Wynn Resorts is one of only three companies to have exposure to both Macau and the Las Vegas Strip gaming markets. They two regions generated $37.6 billion and $6.6 billion, respectively, in gaming revenue in 2018, making them the two biggest gaming regions in the world.

Wynn Resorts focuses on the top end of each market. That's how it generates more EBITDA, a proxy for cash flow, at Wynn Las Vegas than any other resort on the Las Vegas Strip. In Macau, it generated 17% of Macau's gaming industry's EBITDA over the past 12 months despite having just 7% of its hotel rooms. Wynn Resorts is in the best gaming markets in the world and outperforms rivals, which says a lot about how well its high-end strategy is working.
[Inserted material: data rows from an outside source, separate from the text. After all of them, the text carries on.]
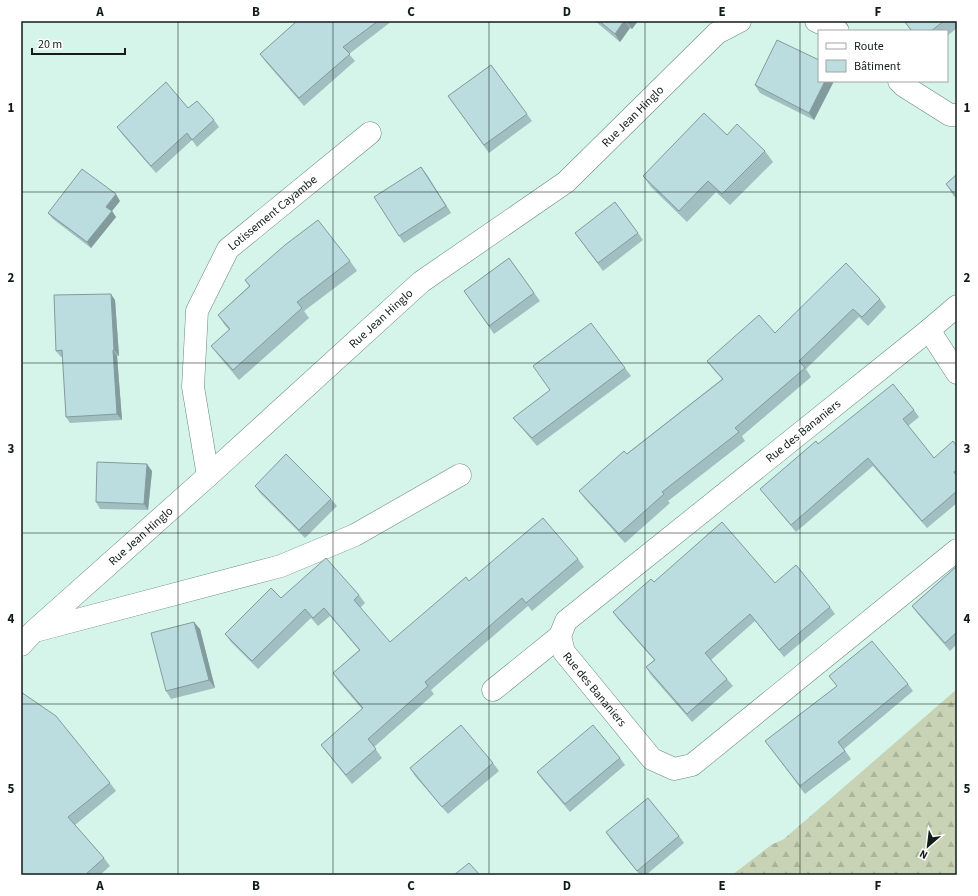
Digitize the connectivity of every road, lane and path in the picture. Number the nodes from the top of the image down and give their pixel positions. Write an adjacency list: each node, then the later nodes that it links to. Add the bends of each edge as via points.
1 (740, 21): 11 (street, Rue Jean Hinglo, via 717,33 566,182 422,282)
2 (816, 21): 3 (street)
3 (836, 30)
4 (900, 82): 5 (street, via 950,115)
5 (957, 115)
6 (370, 133): 11 (street, Lotissement Cayambe, via 228,249 197,311 193,387)
7 (957, 306): 8 (street, Rue des Bananiers)
8 (929, 330): 9 (street); 13 (street, Rue des Bananiers, via 566,621)
9 (957, 373)
10 (460, 475): 14 (street, Rue Jean Hinglo, via 355,536 281,566)
11 (208, 476): 14 (street, Rue Jean Hinglo)
12 (957, 550): 13 (street, Rue des Bananiers, via 692,765 674,769 652,759 564,652)
13 (560, 636): 15 (street)
14 (27, 638)
15 (493, 690)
Opening a new growth market

Within weeks, Encore Boston Harbor will open in the Boston area, a $2.6 billion bet that the area can support a new gaming resort. The property only has 671 hotel rooms, but it'll serve an ultra-premium market that can command room rates of more than $1,000 per night and could drive very high gaming revenue per table.

It remains to be seen whether the costly resort will pay off, but Wynn Resorts has already spent most of the money to build the property, which means it's reflected on the balance sheet, so the EBITDA that will be added will be incremental in addition to what the company is already generating.

New management is key

When founder Steve Wynn was forced to resign from Wynn Resorts, it was seen as a negative by many observers. But the new management team, led by CEO Matt Maddox, has renewed its focus on making prudent investments. A new tower planned for Las Vegas was revised to be a conference center, which aims to bring in more business travelers.
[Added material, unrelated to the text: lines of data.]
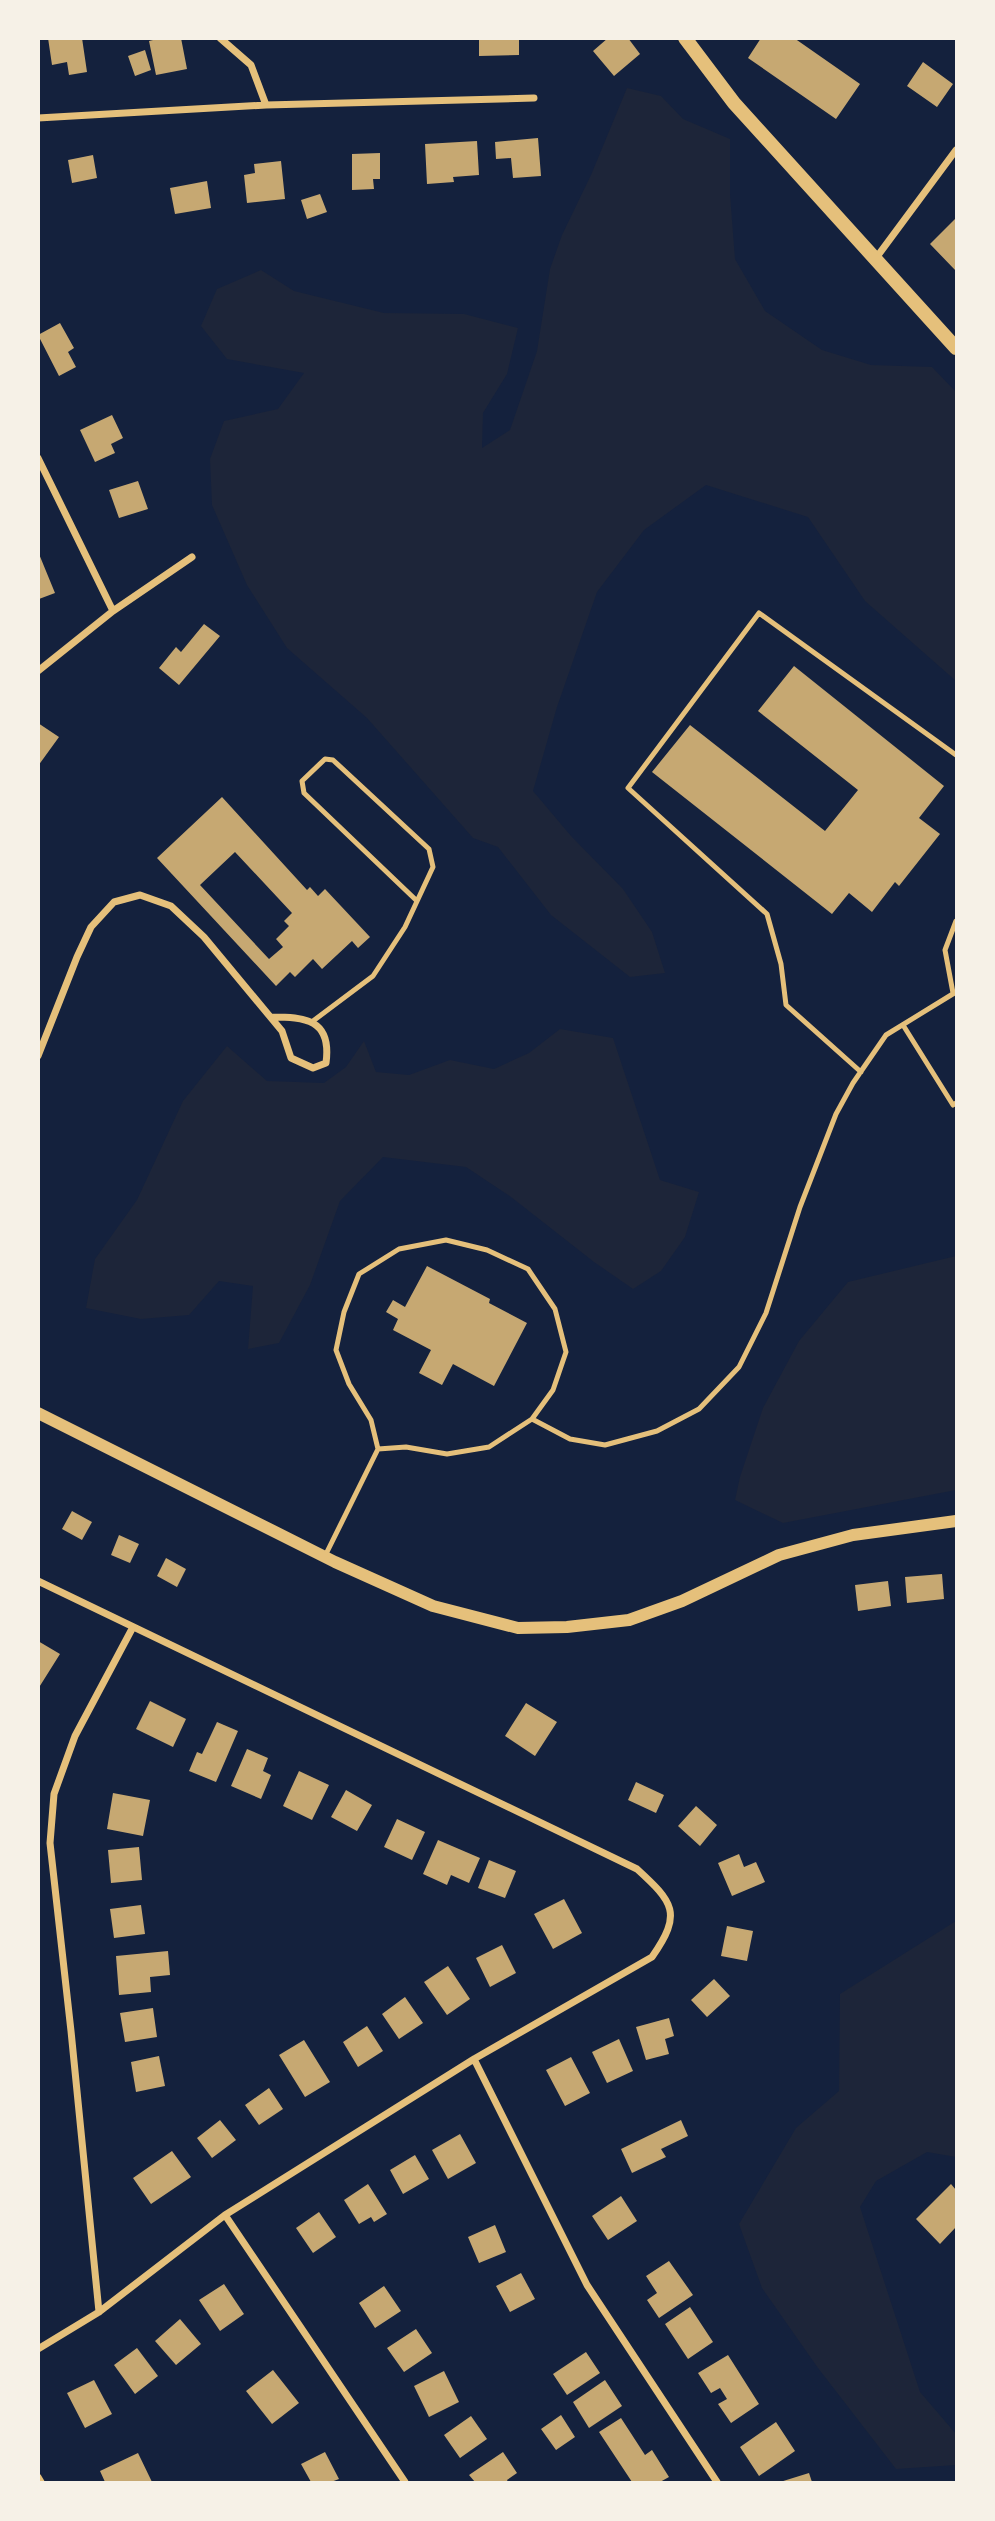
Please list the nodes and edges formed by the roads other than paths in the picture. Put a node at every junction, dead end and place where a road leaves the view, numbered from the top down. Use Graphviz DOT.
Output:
graph roads {
  1 [pos="220,38"];
  2 [pos="685,38"];
  3 [pos="534,98"];
  4 [pos="266,105"];
  5 [pos="38,118"];
  6 [pos="957,150"];
  7 [pos="875,259"];
  8 [pos="957,348"];
  9 [pos="38,458"];
  10 [pos="192,557"];
  11 [pos="113,611"];
  12 [pos="38,671"];
  13 [pos="957,755"];
  14 [pos="417,901"];
  15 [pos="957,920"];
  16 [pos="955,992"];
  17 [pos="271,1017"];
  18 [pos="313,1021"];
  19 [pos="903,1025"];
  20 [pos="38,1056"];
  21 [pos="861,1072"];
  22 [pos="957,1103"];
  23 [pos="38,1413"];
  24 [pos="532,1419"];
  25 [pos="379,1449"];
  26 [pos="957,1521"];
  27 [pos="325,1556"];
  28 [pos="38,1581"];
  29 [pos="133,1626"];
  30 [pos="474,2059"];
  31 [pos="225,2215"];
  32 [pos="99,2312"];
  33 [pos="38,2349"];
  34 [pos="38,2477"];
  35 [pos="41,2483"];
  36 [pos="404,2483"];
  37 [pos="717,2483"];
  1 -- 4 [label="street"];
  2 -- 7 [label="main road"];
  3 -- 4 [label="street"];
  4 -- 5 [label="street"];
  6 -- 7 [label="street"];
  7 -- 8 [label="main road"];
  9 -- 11 [label="street"];
  10 -- 11 [label="street"];
  11 -- 12 [label="street"];
  13 -- 21 [label="lane"];
  14 -- 14 [label="lane"];
  14 -- 18 [label="lane"];
  15 -- 16 [label="lane"];
  16 -- 19 [label="lane"];
  17 -- 18 [label="street"];
  17 -- 18 [label="street"];
  17 -- 20 [label="street"];
  19 -- 21 [label="lane"];
  19 -- 22 [label="lane"];
  21 -- 24 [label="lane"];
  23 -- 27 [label="street"];
  24 -- 25 [label="lane"];
  24 -- 25 [label="lane"];
  25 -- 27 [label="lane"];
  26 -- 27 [label="street"];
  28 -- 29 [label="street"];
  29 -- 30 [label="street"];
  29 -- 32 [label="street"];
  30 -- 31 [label="street"];
  30 -- 37 [label="street"];
  31 -- 32 [label="street"];
  31 -- 36 [label="street"];
  32 -- 33 [label="street"];
  34 -- 35 [label="street"];
}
In Asia, management has set its sights on Japan, which could be the next grand prize in gaming. Companies are competing to spend as much as $10 billion on a new resort, but if Wynn Resorts gets the contract, it would be a transformative addition for the company.

What I think is worth understanding is that Wynn Resorts' current management is focused on making investments that will generate a high return. That may mean less flashy projects less than would have been built under Steve Wynn, but it's better for shareholders in the long term.

A value in gaming

You can see above that the drop in Wynn Resorts' shares has left the company trading with an enterprise value to EBITDA of less than 12, which is a solid value given the imminent opening of Encore Boston Harbor. With a little luck, Macau will grow a bit in 2019, and Wynn's EV/EBITDA ratio could fall under 10, which would be a great value.

Wynn Resorts' stock has been beaten up over the past year, but that doesn't mean it's a bad bet. In fact, I think odds are high the stock will outperform the market, and that's why I'm keeping my outperform call on my CAPS page.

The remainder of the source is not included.